• Exercise
Copy every line from the one that holds "middle dip: (175, 110)" to the end of the records below, exactly and with nothing else, but without any pictures.

• Data for the task

= Beginning of Section =

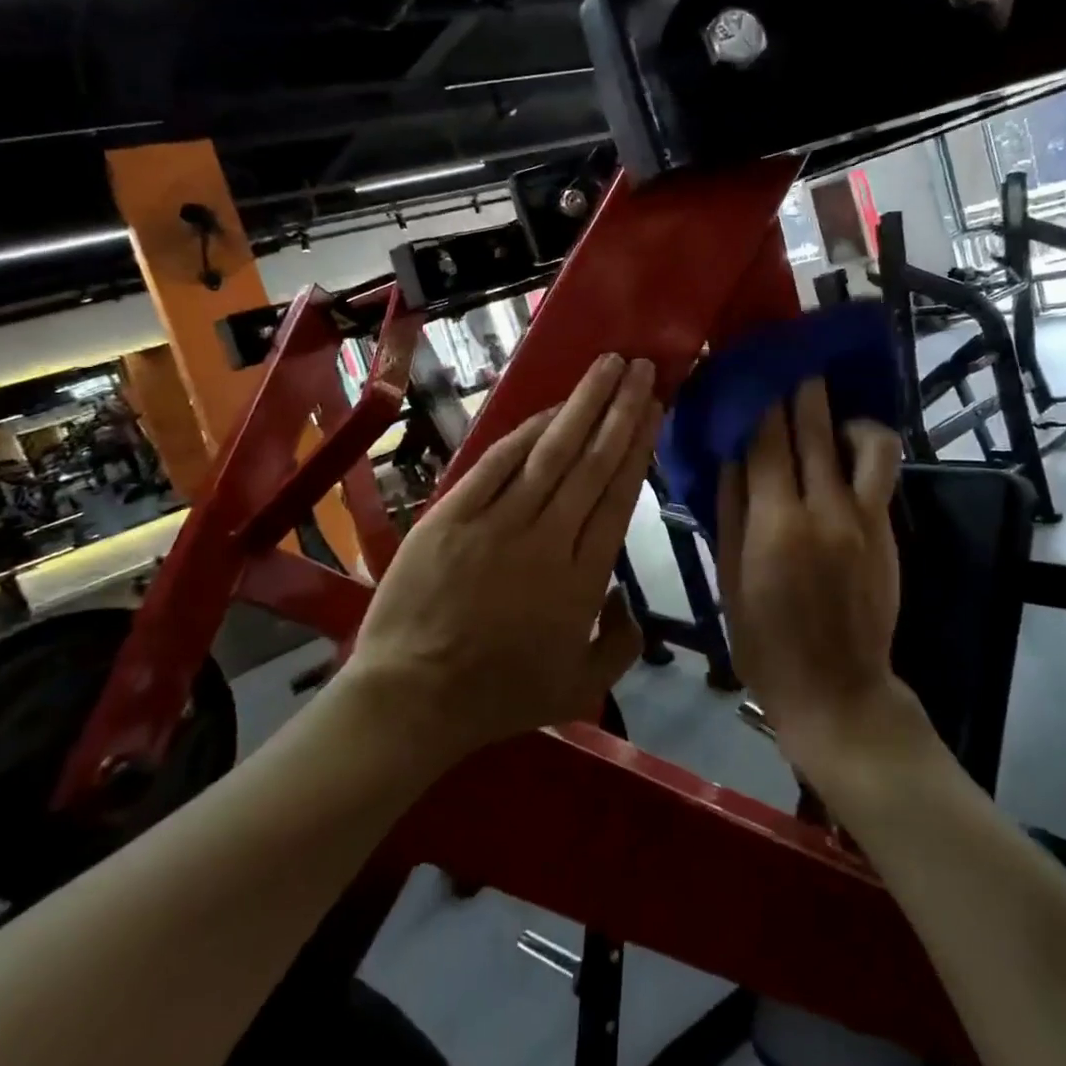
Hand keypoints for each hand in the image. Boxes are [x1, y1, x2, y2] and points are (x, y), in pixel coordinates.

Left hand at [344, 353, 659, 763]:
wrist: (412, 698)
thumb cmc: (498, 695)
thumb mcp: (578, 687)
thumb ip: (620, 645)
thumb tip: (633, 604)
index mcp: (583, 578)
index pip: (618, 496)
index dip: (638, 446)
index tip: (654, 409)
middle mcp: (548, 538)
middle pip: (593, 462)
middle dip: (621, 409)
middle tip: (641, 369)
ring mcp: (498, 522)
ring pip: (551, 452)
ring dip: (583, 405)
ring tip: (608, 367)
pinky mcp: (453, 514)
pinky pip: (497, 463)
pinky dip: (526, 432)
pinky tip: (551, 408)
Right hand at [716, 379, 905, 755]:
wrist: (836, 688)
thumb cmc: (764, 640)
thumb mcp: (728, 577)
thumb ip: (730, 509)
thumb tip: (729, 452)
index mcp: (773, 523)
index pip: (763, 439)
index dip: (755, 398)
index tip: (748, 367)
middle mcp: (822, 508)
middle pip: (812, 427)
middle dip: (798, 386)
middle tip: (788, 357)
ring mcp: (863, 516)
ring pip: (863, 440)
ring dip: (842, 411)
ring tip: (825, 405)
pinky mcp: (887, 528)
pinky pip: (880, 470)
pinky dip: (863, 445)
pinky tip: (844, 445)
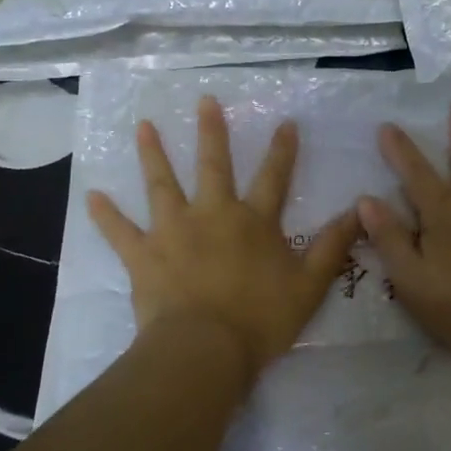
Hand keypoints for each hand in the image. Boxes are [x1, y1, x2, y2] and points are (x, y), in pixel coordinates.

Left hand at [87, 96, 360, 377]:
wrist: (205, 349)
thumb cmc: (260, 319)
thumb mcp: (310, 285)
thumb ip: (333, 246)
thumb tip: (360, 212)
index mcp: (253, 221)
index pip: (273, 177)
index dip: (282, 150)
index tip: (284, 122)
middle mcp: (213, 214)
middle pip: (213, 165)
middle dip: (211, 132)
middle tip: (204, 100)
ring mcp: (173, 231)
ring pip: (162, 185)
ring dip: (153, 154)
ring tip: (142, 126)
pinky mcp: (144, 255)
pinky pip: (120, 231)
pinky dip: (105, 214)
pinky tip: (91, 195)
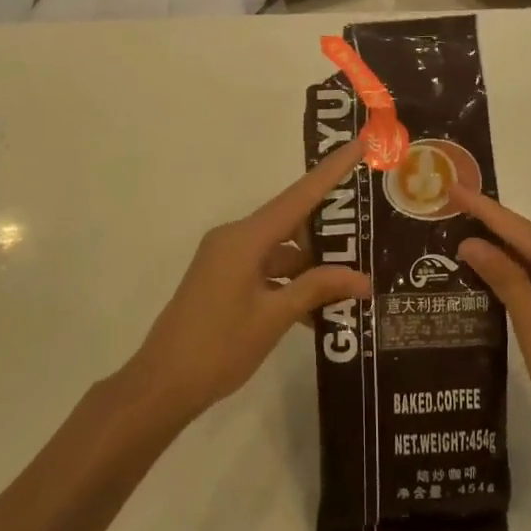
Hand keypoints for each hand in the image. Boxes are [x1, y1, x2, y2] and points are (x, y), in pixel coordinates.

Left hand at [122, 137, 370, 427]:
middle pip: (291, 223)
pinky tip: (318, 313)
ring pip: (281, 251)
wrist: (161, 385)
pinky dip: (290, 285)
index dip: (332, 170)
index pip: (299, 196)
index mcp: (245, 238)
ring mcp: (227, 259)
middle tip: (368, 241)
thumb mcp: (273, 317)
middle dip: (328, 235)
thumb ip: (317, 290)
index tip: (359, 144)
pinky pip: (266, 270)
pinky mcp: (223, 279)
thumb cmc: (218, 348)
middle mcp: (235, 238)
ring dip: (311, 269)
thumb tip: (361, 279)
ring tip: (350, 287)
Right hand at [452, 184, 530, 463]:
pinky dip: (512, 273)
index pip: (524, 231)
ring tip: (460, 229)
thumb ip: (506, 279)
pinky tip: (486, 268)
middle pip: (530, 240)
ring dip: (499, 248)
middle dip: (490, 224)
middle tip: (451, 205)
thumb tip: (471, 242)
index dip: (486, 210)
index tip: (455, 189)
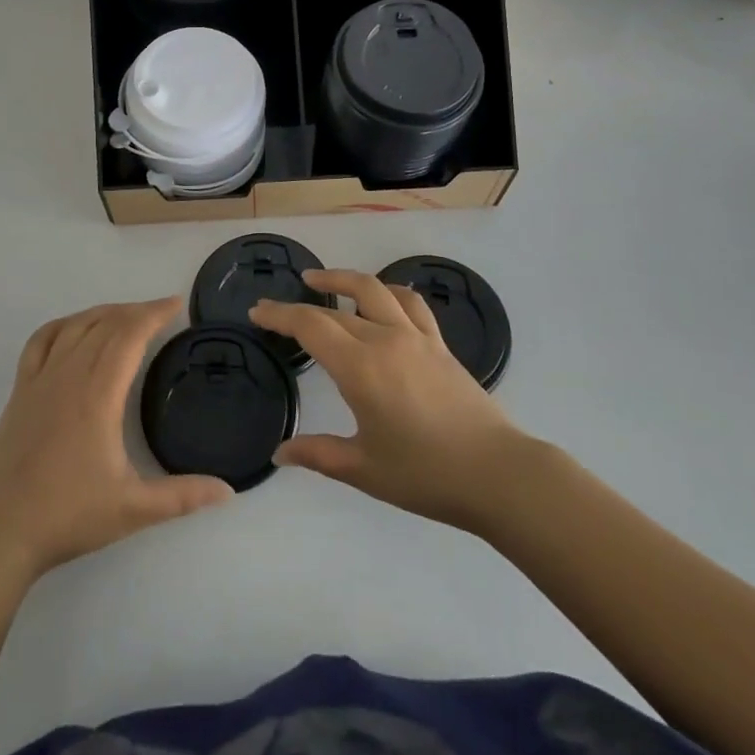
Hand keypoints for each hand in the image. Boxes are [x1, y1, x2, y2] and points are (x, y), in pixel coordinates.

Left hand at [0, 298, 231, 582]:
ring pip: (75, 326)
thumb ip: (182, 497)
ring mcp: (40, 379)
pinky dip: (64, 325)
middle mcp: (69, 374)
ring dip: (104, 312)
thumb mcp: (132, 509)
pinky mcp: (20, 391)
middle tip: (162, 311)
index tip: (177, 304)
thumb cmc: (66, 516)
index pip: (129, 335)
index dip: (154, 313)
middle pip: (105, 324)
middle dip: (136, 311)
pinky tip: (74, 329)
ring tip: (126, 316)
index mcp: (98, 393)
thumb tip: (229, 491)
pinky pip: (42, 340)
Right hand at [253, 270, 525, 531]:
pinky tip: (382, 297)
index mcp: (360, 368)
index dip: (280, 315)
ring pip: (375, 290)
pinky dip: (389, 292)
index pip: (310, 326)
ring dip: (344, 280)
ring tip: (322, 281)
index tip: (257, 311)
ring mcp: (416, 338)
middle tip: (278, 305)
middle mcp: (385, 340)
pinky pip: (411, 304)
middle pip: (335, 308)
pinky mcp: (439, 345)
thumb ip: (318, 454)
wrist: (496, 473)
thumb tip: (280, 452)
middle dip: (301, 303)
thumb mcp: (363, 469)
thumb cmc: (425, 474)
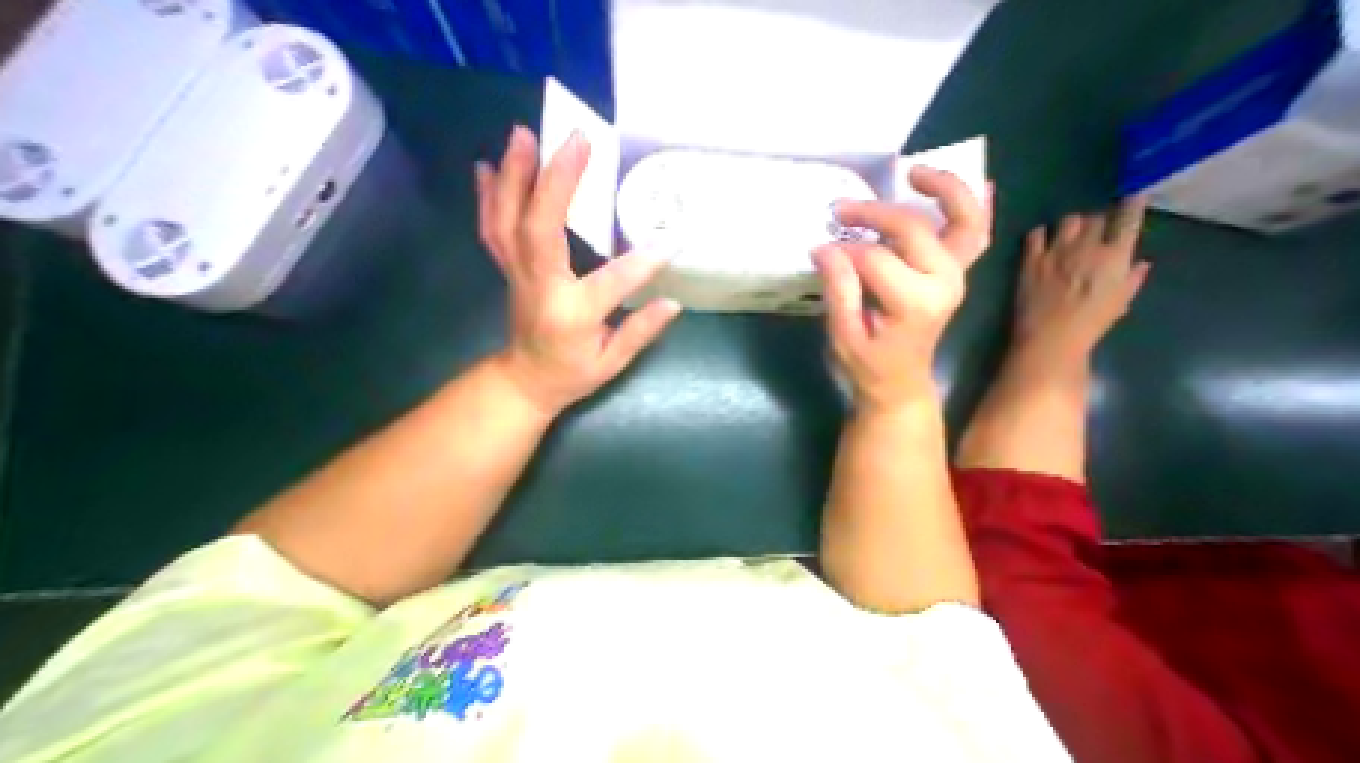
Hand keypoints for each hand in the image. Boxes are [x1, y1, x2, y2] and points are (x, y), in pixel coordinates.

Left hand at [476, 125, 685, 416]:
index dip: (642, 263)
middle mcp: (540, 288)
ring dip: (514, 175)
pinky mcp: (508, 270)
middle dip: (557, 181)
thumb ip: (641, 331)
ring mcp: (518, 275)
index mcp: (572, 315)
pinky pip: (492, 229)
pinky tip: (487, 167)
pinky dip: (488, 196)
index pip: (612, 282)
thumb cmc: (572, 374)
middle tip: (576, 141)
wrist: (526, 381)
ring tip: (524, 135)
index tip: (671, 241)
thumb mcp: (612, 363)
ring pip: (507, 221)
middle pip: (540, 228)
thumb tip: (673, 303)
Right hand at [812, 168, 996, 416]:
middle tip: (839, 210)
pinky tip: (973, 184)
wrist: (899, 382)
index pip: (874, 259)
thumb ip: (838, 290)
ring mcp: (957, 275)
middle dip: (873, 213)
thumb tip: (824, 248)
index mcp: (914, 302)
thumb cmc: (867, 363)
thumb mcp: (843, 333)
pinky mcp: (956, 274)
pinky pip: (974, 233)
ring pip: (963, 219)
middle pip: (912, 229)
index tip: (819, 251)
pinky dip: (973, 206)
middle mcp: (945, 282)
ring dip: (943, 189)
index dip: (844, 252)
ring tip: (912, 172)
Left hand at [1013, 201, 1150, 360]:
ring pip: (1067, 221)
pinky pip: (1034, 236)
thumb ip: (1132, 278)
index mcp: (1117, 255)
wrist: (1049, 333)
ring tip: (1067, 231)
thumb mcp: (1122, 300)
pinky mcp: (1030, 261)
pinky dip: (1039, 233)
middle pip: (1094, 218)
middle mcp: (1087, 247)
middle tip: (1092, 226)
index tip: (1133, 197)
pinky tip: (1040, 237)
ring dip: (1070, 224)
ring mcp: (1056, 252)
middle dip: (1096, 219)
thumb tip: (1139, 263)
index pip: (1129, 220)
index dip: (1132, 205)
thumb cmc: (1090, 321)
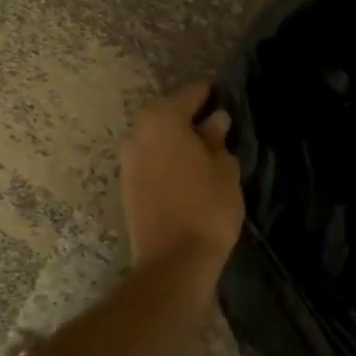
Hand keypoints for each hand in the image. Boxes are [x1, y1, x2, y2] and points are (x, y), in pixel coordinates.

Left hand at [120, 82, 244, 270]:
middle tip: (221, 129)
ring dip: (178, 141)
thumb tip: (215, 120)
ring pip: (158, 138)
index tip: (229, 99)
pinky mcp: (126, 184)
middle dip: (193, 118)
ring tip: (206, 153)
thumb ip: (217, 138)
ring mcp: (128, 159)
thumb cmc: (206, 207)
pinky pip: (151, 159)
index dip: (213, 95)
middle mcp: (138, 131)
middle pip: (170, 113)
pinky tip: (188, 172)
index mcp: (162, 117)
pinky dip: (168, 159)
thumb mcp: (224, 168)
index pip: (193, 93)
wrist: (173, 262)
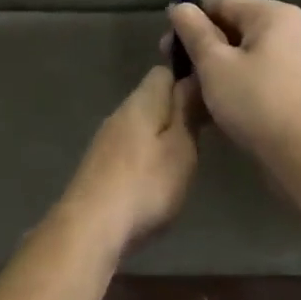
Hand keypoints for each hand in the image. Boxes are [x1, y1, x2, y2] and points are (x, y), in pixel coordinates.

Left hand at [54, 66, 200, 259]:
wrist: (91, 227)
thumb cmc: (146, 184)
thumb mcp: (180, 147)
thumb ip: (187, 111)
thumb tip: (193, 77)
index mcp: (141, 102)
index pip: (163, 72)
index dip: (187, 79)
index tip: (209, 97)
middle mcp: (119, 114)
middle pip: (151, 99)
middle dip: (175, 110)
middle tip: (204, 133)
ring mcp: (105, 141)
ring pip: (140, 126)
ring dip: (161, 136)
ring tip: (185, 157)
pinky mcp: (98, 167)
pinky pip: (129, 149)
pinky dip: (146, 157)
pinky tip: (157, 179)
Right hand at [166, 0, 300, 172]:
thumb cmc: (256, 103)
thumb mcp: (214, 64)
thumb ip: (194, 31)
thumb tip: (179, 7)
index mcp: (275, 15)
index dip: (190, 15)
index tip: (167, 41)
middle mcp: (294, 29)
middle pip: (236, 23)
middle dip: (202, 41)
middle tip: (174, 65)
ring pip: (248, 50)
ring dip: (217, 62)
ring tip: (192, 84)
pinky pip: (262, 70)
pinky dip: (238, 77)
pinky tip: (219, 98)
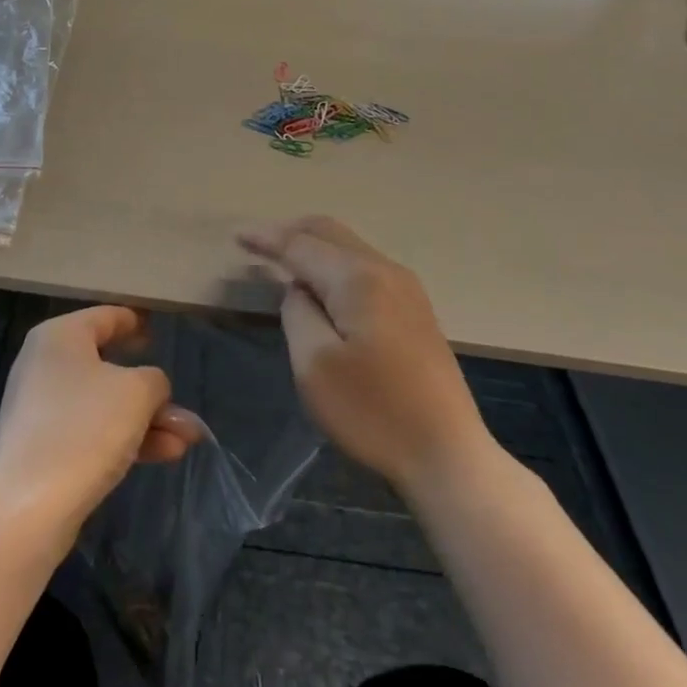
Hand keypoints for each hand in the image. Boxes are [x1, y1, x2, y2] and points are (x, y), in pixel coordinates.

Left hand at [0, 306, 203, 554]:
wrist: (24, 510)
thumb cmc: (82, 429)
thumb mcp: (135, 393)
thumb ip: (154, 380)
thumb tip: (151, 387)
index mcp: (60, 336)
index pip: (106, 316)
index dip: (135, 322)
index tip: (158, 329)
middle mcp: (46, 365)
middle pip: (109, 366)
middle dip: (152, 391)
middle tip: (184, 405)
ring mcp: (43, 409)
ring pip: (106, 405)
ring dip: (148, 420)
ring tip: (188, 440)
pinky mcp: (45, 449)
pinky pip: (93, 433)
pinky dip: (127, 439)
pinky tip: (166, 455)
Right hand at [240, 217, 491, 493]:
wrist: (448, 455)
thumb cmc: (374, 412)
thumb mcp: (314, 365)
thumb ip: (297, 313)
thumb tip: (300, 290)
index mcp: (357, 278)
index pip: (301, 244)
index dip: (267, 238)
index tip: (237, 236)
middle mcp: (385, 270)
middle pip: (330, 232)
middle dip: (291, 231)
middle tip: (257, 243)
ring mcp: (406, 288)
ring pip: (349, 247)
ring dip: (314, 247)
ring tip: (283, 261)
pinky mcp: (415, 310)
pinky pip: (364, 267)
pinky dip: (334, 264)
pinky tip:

= End of Section =

• Exercise answer
middle dip: (175, 110)
middle tip: (204, 133)
ring mcp: (105, 141)
ring pip: (140, 126)
ring dip: (161, 136)
ring tip: (185, 157)
pinky mcp: (98, 167)
pinky pip: (129, 149)
pinky dip: (146, 157)
pinky tip: (157, 179)
Right hand at [166, 0, 300, 172]:
thumb cmc: (256, 103)
thumb mcp: (214, 64)
thumb ip: (194, 31)
thumb tip: (179, 7)
index mcp: (275, 15)
index dip: (190, 15)
index tip: (167, 41)
middle mcp: (294, 29)
middle pip: (236, 23)
middle dip: (202, 41)
middle tip: (174, 65)
ring pip: (248, 50)
ring dip: (217, 62)
ring tip: (192, 84)
pinky pip: (262, 70)
pinky dip: (238, 77)
pinky tip: (219, 98)
Hand keypoints for each hand in the image. Boxes are [x1, y1, x2, y2] and points are (x, y), in pixel coordinates.

Left hand at [0, 306, 203, 554]:
wrist: (24, 510)
thumb cmc: (82, 429)
thumb mcp: (135, 393)
thumb ip: (154, 380)
thumb tip: (151, 387)
index mcp: (60, 336)
index pip: (106, 316)
index dip: (135, 322)
index tip: (158, 329)
middle mcp: (46, 365)
middle pip: (109, 366)
middle dip: (152, 391)
middle tip: (184, 405)
ring mcp: (43, 409)
ring pip: (106, 405)
ring dip: (148, 420)
ring tip: (188, 440)
pinky mcp: (45, 449)
pinky pip: (93, 433)
pinky dip: (127, 439)
pinky tip: (166, 455)
Right hand at [240, 217, 491, 493]:
wrist: (448, 455)
thumb cmc: (374, 412)
thumb mcp: (314, 365)
thumb ip: (297, 313)
thumb tip: (300, 290)
index mcp: (357, 278)
index pip: (301, 244)
index dip: (267, 238)
index tip: (237, 236)
middle mcp: (385, 270)
middle pip: (330, 232)
middle dip: (291, 231)
middle tip: (257, 243)
ring mcp: (406, 288)
ring pip: (349, 247)
ring dip: (314, 247)
ring tip: (283, 261)
pinky mcp: (415, 310)
pinky pip: (364, 267)
pinky dip: (334, 264)
pinky tip:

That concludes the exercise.